What is needed here is every entry, retyped exactly.
DATASET CONTENT Block Start
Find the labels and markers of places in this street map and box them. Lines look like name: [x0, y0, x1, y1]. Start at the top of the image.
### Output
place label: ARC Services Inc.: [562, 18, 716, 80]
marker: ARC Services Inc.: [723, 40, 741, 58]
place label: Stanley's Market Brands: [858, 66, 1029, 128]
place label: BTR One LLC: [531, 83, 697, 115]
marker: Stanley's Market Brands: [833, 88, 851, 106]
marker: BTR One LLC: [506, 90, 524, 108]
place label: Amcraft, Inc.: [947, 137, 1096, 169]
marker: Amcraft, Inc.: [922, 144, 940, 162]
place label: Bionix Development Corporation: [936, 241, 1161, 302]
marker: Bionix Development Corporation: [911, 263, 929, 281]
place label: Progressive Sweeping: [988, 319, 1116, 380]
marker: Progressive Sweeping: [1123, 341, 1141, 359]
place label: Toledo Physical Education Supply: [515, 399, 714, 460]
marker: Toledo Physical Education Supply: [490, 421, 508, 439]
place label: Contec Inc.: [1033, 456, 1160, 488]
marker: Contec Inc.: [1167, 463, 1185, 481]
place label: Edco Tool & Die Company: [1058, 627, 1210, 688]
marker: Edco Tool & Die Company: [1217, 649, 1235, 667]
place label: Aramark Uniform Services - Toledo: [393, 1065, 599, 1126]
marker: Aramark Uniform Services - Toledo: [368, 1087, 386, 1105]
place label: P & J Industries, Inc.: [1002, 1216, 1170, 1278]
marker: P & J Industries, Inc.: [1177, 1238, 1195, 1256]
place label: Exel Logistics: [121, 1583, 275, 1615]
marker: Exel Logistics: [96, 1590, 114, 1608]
DATASET CONTENT Block End
▸ **RESPONSE TO THIS TASK**
Find the labels and markers of places in this street map and box them. Lines look like name: [x0, y0, x1, y1]. Start at the top of the image.
### Output
place label: ARC Services Inc.: [562, 18, 716, 80]
marker: ARC Services Inc.: [723, 40, 741, 58]
place label: Stanley's Market Brands: [858, 66, 1029, 128]
place label: BTR One LLC: [531, 83, 697, 115]
marker: Stanley's Market Brands: [833, 88, 851, 106]
marker: BTR One LLC: [506, 90, 524, 108]
place label: Amcraft, Inc.: [947, 137, 1096, 169]
marker: Amcraft, Inc.: [922, 144, 940, 162]
place label: Bionix Development Corporation: [936, 241, 1161, 302]
marker: Bionix Development Corporation: [911, 263, 929, 281]
place label: Progressive Sweeping: [988, 319, 1116, 380]
marker: Progressive Sweeping: [1123, 341, 1141, 359]
place label: Toledo Physical Education Supply: [515, 399, 714, 460]
marker: Toledo Physical Education Supply: [490, 421, 508, 439]
place label: Contec Inc.: [1033, 456, 1160, 488]
marker: Contec Inc.: [1167, 463, 1185, 481]
place label: Edco Tool & Die Company: [1058, 627, 1210, 688]
marker: Edco Tool & Die Company: [1217, 649, 1235, 667]
place label: Aramark Uniform Services - Toledo: [393, 1065, 599, 1126]
marker: Aramark Uniform Services - Toledo: [368, 1087, 386, 1105]
place label: P & J Industries, Inc.: [1002, 1216, 1170, 1278]
marker: P & J Industries, Inc.: [1177, 1238, 1195, 1256]
place label: Exel Logistics: [121, 1583, 275, 1615]
marker: Exel Logistics: [96, 1590, 114, 1608]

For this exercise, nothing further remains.